Mein-Lieblingsland ist Heimat 2.0 – zum mitgestalten. Es ist nicht mehr der Versuch, über eine Auswahl von Lokalkolorit politische Einstellungen als typisch oder normal für ein ganzes Land zu behaupten. Die SPD will Vielfalt. Für sie ist Schleswig-Holsteins Kultur in den Worten Albigs sowohl Theodor Storm als auch Rötger Feldmann.

Da das Landesblog in der Vergangenheit immer wieder dadurch auffiel, dass sich dort Parteipolitiker bzw. aktive Parteimitglieder im Sinne ihrer Partei äußerten, versuchte ich es dieses mal mit der nahelegenden Suche »„Knud andresen“ SPD«- und siehe da. Tatsächlich ist Knud Andresen SPD-Mitglied – und zwar im Vorstand vom Ortsverein Kiel-Mitte.

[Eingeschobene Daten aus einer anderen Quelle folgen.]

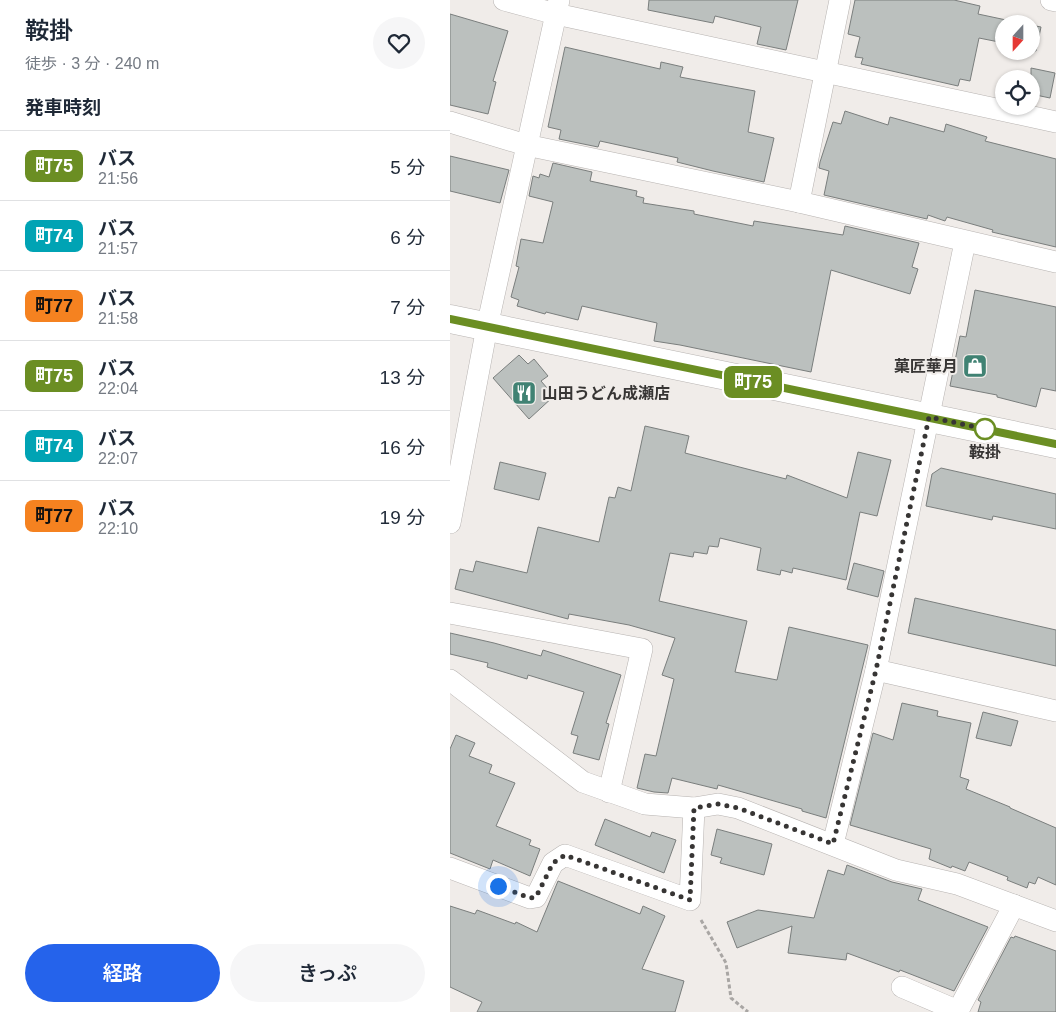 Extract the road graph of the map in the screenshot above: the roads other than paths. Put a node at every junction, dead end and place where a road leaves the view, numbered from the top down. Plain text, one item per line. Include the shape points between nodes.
1 (504, 0) edge
2 (840, 0) edge
3 (1051, 0) edge
4 (1056, 1) edge
5 (558, 7) edge
6 (824, 73) junction
7 (450, 122) edge
8 (1056, 122) edge
9 (526, 145) junction
10 (799, 202) junction
11 (965, 242) junction
12 (1056, 262) edge
13 (450, 319) edge
14 (487, 327) junction
15 (929, 417) junction
16 (1056, 444) edge
17 (450, 523) edge
18 (450, 613) edge
19 (876, 670) junction
20 (450, 680) edge
21 (1056, 711) edge
22 (609, 792) junction
23 (694, 808) junction
24 (833, 844) junction
25 (450, 868) edge
26 (1014, 905) junction
27 (1056, 921) edge
28 (902, 986) dead end

1 - 5 street
2 - 6 street
3 - 4 street
5 - 6 street
5 - 9 street
6 - 8 street
6 - 10 street
7 - 9 street
9 - 10 street
9 - 14 street
10 - 11 street
11 - 12 street
11 - 15 street
13 - 14 main road
14 - 15 main road
14 - 17 street
15 - 16 main road
15 - 19 street
18 - 22 street via 642,649
19 - 21 street
19 - 24 street
20 - 22 street via 583,782
22 - 23 street via 645,804
23 - 24 street via 718,804 738,808
23 - 25 street via 690,900 565,855 553,863 536,897 530,898
24 - 26 street via 896,870 957,884
26 - 27 street
26 - 28 street via 958,1011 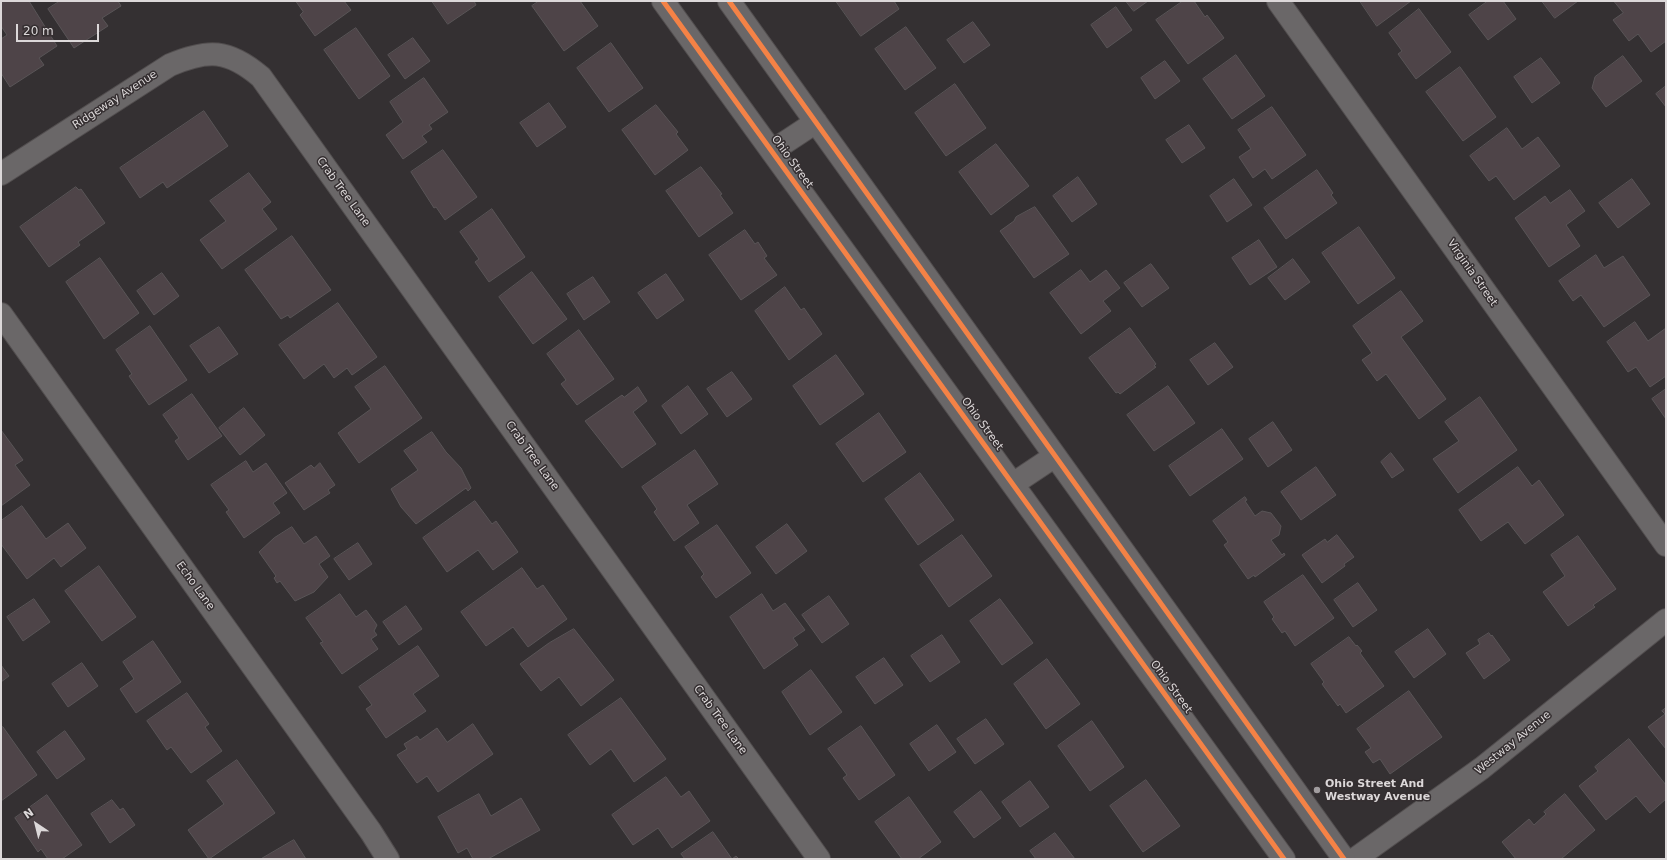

Auf die Inhalte des Artikels komme ich noch zurück. Nur so viel: Da ich bereits mehrfach das Landesblog wegen mangelnder Transparenz was die Parteiposten (meist FDP) ihrer AutorInnen anging kritisiert habe, hatte ich erwartet, dass da mal drauf gelernt wird. Wenn das die schöne neue Medienwelt wird, wo ParteipolitikerInnen (auch wenns nur ein „kleiner“ Vorstandsposten ist) Artikel schreiben, dann ganz ansatzlos darauf kommen, dass natürlich der Ansatz ihrer Partei der Beste ist – aber nicht offenlegen aus welchem Hintergrund sie schreiben, dann ist das mehr Manipulation als Aufklärung, weit weg von meinem eigenen bürgerjournalistischen Ansatz. Dieser Hintergrund ist nicht etwas, was man als Extra dazugeben kann – sondern es ist ein MUSS, um überhaupt eine gewisse Glaubwürdigkeit zu garantieren. Für die LeserInnen ist nicht ersichtlich wer was aus welchem parteipolitischen Hintergrund schreibt.

Aber nun zum Artikel selbst: Andresen beschäftigt sich mit Identitäten. Er gesteht insbesondere der CDU zu, dass sie in 60 Jahren den Schleswig-Holsteinern ein konservatives Selbstbild verpasst hat. Das erscheint mir doch bei allem Bemühen der Parteien mehr als abwegig. Parteien haben m.E. nicht die Macht eine ganze Bevölkerung meinungsmäßig auf den Kopf zu stellen, sondern sie können mit ihren Botschaften den Nerv treffen, Ängste und Hoffnungen ansprechen – und darauf hoffen, dass ihre Botschaft dazu führt, dass sie selbst gewählt werden. Heutzutage wird sowas ja via Peer Group-Befragungen ganz wissenschaftlich über Rückkopplungen initiiert. D.h. eine Merkel verkündet Dinge, weil IHRE Wähler so etwas hören wollen. Und weil dem so ist, will die CDU plötzlich den Atomausstieg. Vor einiger Zeit wollten ihre Wähler noch gerne hören, dass Atomkraft sicher ist. Aber:  ich bau mir meine Wähler funktioniert so oder so nicht. Weder kann eine Partei sich ihre Wähler zurechtbasteln, noch wollen WählerInnen auf Dauer beliebige Botschaften hören.

Und noch ein Wort zur „Lichtgestalt“ Stoltenberg: Jemand der illegale Waffen und Blaupause schmuggelt und deswegen zurücktritt, sollte man höchstens in Anführungszeichen „Lichtgestalt“ nennen.